Awake, O north wind] The north wind is cool in Palestine, and the south or south-west wind is warm. They are here called upon to bring forth, by their alternation, the perfumes (not the spices) of the garden, that they may flow out, i.e. she desires that the graces of her person and her mind may come to their highest perfection. This would be more appropriate in the mouth of the bride, who like all true lovers would desire to be nobler and more beautiful than she is, that her lover might find her worthy, than in the mouth of her lover, who would naturally think of her as being altogether fair.

Let my beloved come into his garden, &c.] This last clause of the verse is spoken, it should be remembered, by a loving woman shut up in a royal dwelling away from her lover, and expresses her longing for the time when she shall be wholly his.

pleasant fruits] R.V. precious fruits, as in Song of Solomon 4:13.

Verse 16. - Awake, O north wind; and come, thou south; blow upon my garden, that the spices thereof may flow out. Let my beloved come into his garden, and eat his precious fruits. This is the answer of the bride to the lavish praises of her husband. I am all his. She is yet unworthy of the king and of his love until the seasonal changes have developed and unfolded and spread forth her excellences. The north represents cold; the south, heat. Let the various influences from different quarters flow gently over the garden and call forth the fragrance and the fruits (cf. Esther 2:12). There is rich suggestion in such words. Whether we think of the individual soul or of the Church of Christ, the true desire of those who delight in the love of the Saviour is that all the gifts and graces which can be bestowed may make them worthy of him who condescends to call his people his delight. Surely it is no mere romantic idyll that is before us. Such significance cannot be a mere coincidence when it is so transparent and so apt.

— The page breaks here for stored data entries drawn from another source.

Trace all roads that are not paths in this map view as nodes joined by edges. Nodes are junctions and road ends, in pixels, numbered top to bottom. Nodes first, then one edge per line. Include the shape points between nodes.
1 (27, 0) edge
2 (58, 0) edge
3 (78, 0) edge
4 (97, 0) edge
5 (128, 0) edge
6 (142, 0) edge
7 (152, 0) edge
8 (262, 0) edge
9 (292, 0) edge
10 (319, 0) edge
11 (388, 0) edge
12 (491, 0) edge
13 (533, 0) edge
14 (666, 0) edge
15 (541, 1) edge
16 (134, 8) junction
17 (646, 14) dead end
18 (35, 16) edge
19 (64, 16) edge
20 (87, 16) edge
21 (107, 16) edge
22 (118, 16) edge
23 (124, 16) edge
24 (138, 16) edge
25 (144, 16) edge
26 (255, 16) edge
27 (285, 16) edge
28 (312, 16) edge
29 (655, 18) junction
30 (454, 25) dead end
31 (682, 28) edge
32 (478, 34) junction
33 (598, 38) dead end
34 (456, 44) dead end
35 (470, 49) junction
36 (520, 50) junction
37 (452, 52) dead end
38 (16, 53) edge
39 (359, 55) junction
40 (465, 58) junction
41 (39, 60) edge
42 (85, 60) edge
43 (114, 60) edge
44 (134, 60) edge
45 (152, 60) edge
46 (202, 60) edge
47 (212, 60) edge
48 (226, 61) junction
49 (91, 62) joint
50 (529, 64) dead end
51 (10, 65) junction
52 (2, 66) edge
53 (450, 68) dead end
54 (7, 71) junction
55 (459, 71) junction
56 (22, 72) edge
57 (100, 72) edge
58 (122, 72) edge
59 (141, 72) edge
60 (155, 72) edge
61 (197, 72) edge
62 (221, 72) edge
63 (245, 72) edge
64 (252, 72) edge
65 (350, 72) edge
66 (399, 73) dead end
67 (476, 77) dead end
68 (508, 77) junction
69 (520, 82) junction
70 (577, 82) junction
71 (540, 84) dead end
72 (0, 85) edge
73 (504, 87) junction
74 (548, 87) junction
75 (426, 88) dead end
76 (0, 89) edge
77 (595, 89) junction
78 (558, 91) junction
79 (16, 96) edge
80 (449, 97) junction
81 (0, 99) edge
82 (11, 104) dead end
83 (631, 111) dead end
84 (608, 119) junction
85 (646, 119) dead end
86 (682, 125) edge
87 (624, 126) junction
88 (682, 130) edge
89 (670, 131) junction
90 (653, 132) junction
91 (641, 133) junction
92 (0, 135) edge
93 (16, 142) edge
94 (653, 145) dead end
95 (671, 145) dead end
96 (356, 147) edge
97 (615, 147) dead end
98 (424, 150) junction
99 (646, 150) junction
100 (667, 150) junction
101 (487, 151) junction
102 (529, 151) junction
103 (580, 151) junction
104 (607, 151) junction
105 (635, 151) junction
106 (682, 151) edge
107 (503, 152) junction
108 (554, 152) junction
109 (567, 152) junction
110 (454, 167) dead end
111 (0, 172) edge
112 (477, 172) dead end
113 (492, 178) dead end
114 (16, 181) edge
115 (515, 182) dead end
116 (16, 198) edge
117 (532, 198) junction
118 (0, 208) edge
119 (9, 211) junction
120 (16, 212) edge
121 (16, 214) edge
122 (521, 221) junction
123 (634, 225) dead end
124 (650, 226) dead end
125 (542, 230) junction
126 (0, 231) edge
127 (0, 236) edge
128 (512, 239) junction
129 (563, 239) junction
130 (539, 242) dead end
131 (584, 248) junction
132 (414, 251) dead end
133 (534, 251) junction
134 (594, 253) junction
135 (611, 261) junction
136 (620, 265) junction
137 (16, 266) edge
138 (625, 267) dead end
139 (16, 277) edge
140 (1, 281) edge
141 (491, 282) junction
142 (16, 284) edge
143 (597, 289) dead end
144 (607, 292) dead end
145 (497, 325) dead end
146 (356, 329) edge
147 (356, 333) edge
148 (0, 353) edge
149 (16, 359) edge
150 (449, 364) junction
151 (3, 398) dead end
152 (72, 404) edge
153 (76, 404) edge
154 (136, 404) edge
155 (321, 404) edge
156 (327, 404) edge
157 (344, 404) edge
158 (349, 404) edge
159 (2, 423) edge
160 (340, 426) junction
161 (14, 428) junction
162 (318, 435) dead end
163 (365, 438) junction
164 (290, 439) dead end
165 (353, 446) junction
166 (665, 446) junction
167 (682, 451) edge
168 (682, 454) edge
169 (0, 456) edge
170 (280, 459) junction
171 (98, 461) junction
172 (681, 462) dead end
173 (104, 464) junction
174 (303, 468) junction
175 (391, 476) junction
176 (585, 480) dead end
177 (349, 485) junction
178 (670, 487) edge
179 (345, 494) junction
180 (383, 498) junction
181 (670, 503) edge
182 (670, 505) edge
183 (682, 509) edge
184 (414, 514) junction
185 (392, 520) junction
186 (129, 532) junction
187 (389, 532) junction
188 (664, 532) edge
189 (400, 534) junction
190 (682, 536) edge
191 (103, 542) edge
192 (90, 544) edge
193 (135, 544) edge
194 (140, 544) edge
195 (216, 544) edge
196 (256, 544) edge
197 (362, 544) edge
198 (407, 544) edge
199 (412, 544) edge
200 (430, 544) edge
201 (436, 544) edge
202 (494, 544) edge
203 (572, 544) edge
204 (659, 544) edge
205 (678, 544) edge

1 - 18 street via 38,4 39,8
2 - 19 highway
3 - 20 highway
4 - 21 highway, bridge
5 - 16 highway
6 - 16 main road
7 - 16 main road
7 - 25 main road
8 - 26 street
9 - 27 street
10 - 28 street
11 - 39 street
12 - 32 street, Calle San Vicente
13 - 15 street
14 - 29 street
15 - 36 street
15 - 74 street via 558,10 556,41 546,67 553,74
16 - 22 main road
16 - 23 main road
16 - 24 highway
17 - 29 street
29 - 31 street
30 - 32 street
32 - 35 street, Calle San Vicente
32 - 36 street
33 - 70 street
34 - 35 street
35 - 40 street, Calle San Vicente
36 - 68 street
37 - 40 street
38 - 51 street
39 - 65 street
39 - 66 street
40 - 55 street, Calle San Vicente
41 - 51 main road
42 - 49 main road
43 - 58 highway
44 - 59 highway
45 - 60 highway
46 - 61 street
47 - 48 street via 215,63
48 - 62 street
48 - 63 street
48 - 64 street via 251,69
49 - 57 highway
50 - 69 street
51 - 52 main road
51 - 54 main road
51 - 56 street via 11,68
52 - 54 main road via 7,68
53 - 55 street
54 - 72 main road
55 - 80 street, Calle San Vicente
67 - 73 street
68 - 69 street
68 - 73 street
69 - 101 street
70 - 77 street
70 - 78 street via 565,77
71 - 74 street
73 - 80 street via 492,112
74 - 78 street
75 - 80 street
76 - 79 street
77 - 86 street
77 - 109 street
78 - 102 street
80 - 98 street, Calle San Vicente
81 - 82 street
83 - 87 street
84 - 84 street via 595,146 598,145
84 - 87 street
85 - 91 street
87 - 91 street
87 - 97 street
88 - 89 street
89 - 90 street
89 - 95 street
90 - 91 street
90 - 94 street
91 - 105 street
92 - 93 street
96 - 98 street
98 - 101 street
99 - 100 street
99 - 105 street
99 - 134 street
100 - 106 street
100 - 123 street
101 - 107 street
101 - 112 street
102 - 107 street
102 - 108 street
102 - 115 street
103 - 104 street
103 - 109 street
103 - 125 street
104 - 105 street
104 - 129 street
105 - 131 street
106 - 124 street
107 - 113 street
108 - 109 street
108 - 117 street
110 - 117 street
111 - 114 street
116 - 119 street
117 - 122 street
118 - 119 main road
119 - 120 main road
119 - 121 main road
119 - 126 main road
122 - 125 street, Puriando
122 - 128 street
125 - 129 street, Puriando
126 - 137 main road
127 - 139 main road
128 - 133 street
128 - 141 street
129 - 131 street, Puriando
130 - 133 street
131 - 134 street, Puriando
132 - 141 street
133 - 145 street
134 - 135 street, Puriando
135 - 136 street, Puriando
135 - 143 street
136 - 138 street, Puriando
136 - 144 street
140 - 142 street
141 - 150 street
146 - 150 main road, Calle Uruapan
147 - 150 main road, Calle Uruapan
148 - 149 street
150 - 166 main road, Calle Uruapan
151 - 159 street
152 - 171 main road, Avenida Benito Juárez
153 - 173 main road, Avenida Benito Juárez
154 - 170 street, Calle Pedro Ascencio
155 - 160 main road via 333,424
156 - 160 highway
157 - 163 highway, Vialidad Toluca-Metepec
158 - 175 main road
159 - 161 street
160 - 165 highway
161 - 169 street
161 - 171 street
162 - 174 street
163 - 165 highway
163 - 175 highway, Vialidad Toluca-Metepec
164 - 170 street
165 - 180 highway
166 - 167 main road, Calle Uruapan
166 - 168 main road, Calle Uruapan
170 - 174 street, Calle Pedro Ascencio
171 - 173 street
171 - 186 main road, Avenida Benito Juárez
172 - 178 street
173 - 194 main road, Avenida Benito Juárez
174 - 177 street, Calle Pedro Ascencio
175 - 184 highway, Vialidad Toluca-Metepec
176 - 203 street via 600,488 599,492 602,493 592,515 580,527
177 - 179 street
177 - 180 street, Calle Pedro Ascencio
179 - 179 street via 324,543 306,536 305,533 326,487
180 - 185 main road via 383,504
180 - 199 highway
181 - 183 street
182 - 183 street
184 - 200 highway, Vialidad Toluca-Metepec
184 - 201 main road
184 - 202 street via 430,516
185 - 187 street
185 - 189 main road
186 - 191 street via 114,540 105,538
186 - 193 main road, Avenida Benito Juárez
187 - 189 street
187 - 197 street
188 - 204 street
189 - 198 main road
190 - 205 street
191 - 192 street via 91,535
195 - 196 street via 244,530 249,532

Song of Solomon 4:16The king's praise is for Shulamith proof of his love, which seeks a response. But as she is, she thinks herself yet unworthy of him; her modesty says to her that she needs preparation for him, preparation by that blowing which is the breath of God in the natural and in the spiritual world.

16 Awake, thou North (wind), and come, thou South!

     Blow through my garden, cause its spices to flow -

     Let my beloved come into his garden,

     And eat the fruits which are precious to him.

The names of the north and south, denoting not only the regions of the heavens, but also the winds blowing from these regions, are of the fem. gender, Isaiah 43:6. The east wind, קדים, is purposely not mentioned; the idea of that which is destructive and adverse is connected with it (vid., under Job 27:21). The north wind brings cold till ice is formed, Sir. 43:20; and if the south wind blow, it is hot, Luke 12:55. If cold and heat, coolness and sultriness, interchange at the proper time, then growth is promoted. And if the wind blow through a garden at one time from this direction and at another from that, - not so violently as when it shakes the trees of the forest, but softly and yet as powerfully as a garden can bear it, - then all the fragrance of the garden rises in waves, and it becomes like a sea of incense. The garden itself then blows, i.e., emits odours; for (פּח equals the Arab. fakh, fah, cf. fawh, pl. afwâh, sweet odours, fragrant plants) as in היּום רוּח, Genesis 3:8, the idea underlies the expression, that when it is evening the day itself blows, i.e., becomes cool, the causative הפיחי, connected with the object-accus. of the garden, means to make the garden breezy and fragrant. נזל is here used of the odours which, set free as it were from the plants, flow out, being carried forth by the waves of air. Shulamith wishes that in her all that is worthy of love should be fully realized. What had to be done for Esther (Esther 2:12) before she could be brought in to the king, Shulamith calls on the winds to accomplish for her, which are, as it were, the breath of the life of all nature, and as such, of the life-spirit, which is the sustaining background of all created things. If she is thus prepared for him who loves her, and whom she loves, he shall come into his garden and enjoy the precious fruit belonging to him. With words of such gentle tenderness, childlike purity, she gives herself to her beloved.